You may soon hear the sounds of baseballs smacking into leather mitts or being launched off metal bats at Bowling Green and Warren County parks as state restrictions imposed during the coronavirus pandemic ease up a bit.
But don’t expect to see or hear any activity from the popular Russell Sims Aquatic Center anytime soon.
Following guidelines established by Gov. Andy Beshear’s administration that allowed as of Monday gatherings of up to 50 people, some city and county youth baseball leagues have started practicing and could begin competition next week.
“We have our sports fields open, and our Babe Ruth and Little League teams have been practicing with 10 or fewer players and one coach,” said Brent Belcher, parks and recreation director for the city of Bowling Green. “We’ll be phasing into an abbreviated season.”
Belcher isn’t sure when those leagues will begin having games.
“I really don’t think we’ll have games anytime soon. The kids are still getting into the practice routine,” he said.
One thing Belcher is certain of: the Russell Sims Aquatic Center and the Sprayground at Lampkin Park won’t be opening anytime soon, despite Beshear’s announcement that public pools could open this week.
“We don’t have a date for opening (the pool),” Belcher said. “We feel like it’s in the best interest of protecting the safety of residents to keep it closed for now. We’ll see how we progress with the opening of other parks facilities. There are a lot of unknowns now.”

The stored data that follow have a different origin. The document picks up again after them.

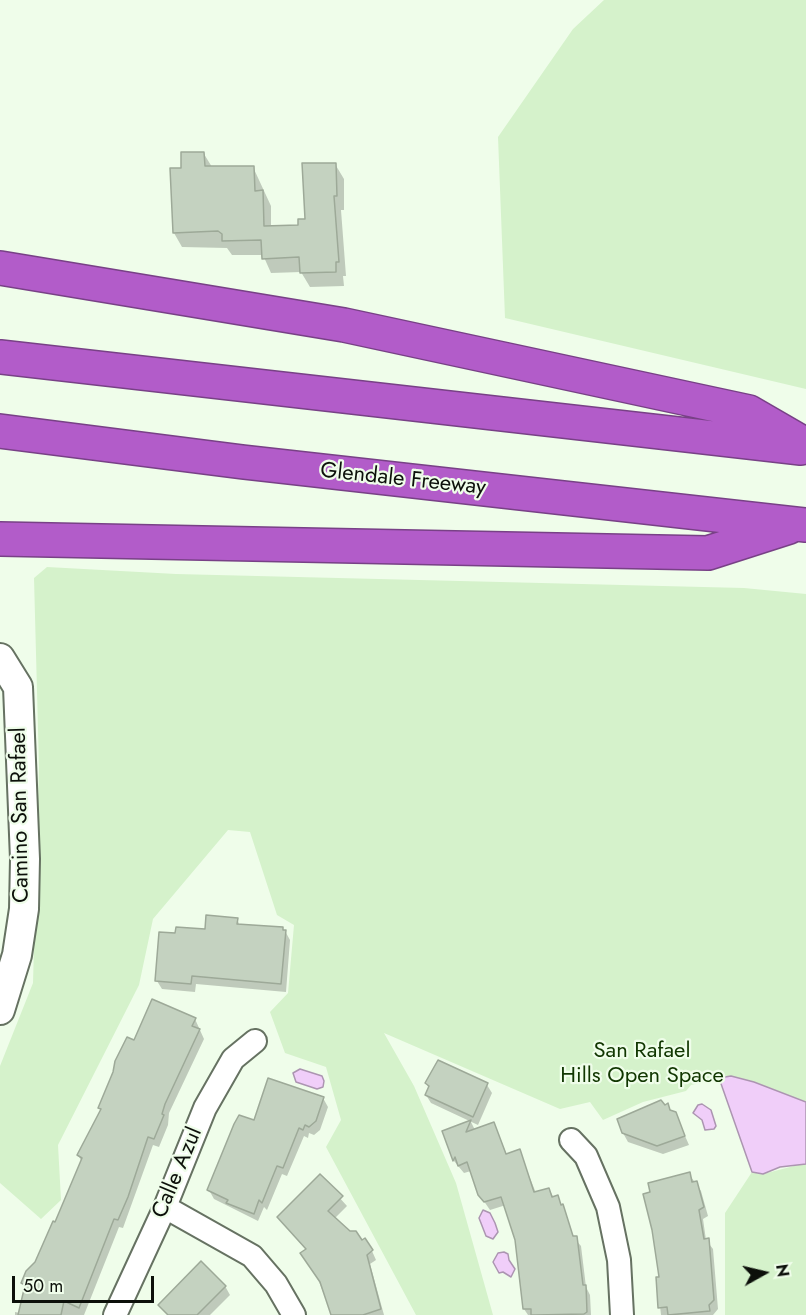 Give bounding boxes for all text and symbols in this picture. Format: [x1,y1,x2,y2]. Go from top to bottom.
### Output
street label: Glendale Freeway [319,458,487,502]
street label: Camino San Rafael [6,727,36,903]
park label: San Rafael Hills Open Space [560,1039,724,1090]
street label: Calle Azul [147,1124,209,1222]
north arrow [734,1243,794,1303]
text: N [770,1263,795,1278]
scale bar [15,1264,158,1302]
text: 50 m [23,1273,63,1299] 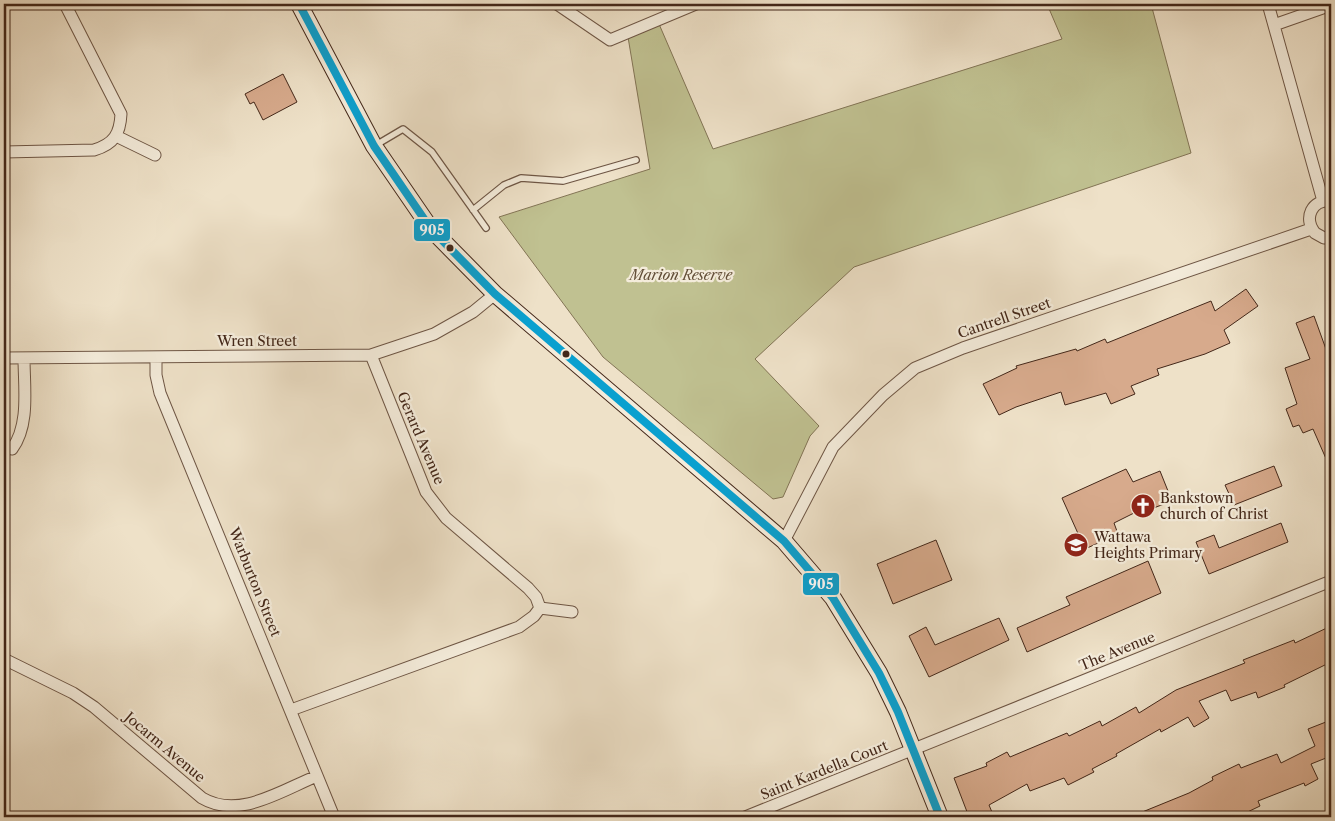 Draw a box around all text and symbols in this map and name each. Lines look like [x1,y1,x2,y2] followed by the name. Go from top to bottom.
[413,218,451,242] line badge: 905
[420,221,445,239] text: 905
[445,243,455,253] unlabelled marker
[628,266,733,284] park label: Marion Reserve
[955,294,1053,342] street label: Cantrell Street
[216,332,297,350] street label: Wren Street
[561,349,571,359] unlabelled marker
[393,389,449,487] street label: Gerard Avenue
[1160,489,1268,523] place label: Bankstown church of Christ
[1130,493,1156,519] church icon: Bankstown church of Christ
[225,524,285,639] street label: Warburton Street
[1093,528,1202,562] place label: Wattawa Heights Primary
[1063,532,1089,558] school or university icon: Wattawa Heights Primary
[802,572,840,596] line badge: 905
[809,575,834,593] text: 905
[1077,628,1158,674] street label: The Avenue
[119,707,209,786] street label: Jocarm Avenue
[758,736,890,804] street label: Saint Kardella Court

Belcher did say the outdoor fitness center at Preston Miller Park and the indoor fitness facility at the Moxley Community Center are open, with limitations. More than half the equipment at the indoor facility is blocked off to allow for social distancing, for example.

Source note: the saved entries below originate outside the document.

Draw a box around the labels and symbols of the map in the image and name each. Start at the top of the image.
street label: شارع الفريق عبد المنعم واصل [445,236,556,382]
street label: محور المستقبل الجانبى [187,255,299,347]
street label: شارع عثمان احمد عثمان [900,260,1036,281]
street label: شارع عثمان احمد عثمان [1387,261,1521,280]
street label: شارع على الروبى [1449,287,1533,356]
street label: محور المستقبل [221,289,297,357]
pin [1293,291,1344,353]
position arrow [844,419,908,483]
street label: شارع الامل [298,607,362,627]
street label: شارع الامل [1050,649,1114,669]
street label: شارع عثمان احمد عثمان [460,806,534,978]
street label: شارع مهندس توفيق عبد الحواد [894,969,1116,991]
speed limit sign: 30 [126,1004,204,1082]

Warren County Parks and Recreation Director Chris Kummer said Warren County South and Warren County North Little League baseball teams have been practicing, along with the county’s Cal Ripken baseball teams.

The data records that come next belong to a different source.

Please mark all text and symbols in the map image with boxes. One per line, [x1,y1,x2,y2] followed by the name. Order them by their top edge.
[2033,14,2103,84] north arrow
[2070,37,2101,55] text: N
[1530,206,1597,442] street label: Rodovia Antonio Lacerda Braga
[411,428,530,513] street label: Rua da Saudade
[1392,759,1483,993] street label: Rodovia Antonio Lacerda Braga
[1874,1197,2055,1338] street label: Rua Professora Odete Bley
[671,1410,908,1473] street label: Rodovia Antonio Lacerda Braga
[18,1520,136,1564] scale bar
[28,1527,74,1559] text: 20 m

They could begin competition as soon as July 6, Kummer said, but the games will happen only under some strict guidelines.
No more than 50 spectators will be allowed at each of the fields being utilized. Kummer said a limited number of fields are being used, and he said the bleachers are closed at all of them.
“We’re encouraging people to bring their own lawn chairs,” Kummer said. “And we’re encouraging people to wear masks.”
Kummer said hand sanitizer dispensers will be available at all parks, along with signs that spell out the rules for park activities during the pandemic.
“We’re looking forward to seeing people in the parks, but the capacity will be greatly reduced,” he said.
Kummer said the playgrounds at county parks will remain closed for now.
"We'll keep our playgrounds closed until the state issues guidance in regards to playgrounds," Kummer said.
Gymnasiums at Buchanon, Phil Moore and Ephram White parks are expected to open as soon as July 6, Kummer said, but they will be operating under strict guidelines that include mask-wearing and temperature checks.
“We need the public’s support to keep everybody safe,” Kummer said. “If we all work together, we can make it happen.”
Belcher said operating under the coronavirus restrictions is particularly difficult during the warmer months when people want to be outside enjoying the parks.
“This is a trying time for all parks departments,” he said. “This should be the peak time of the year for parks, but we’ve had to throttle that down to meet state requirements.”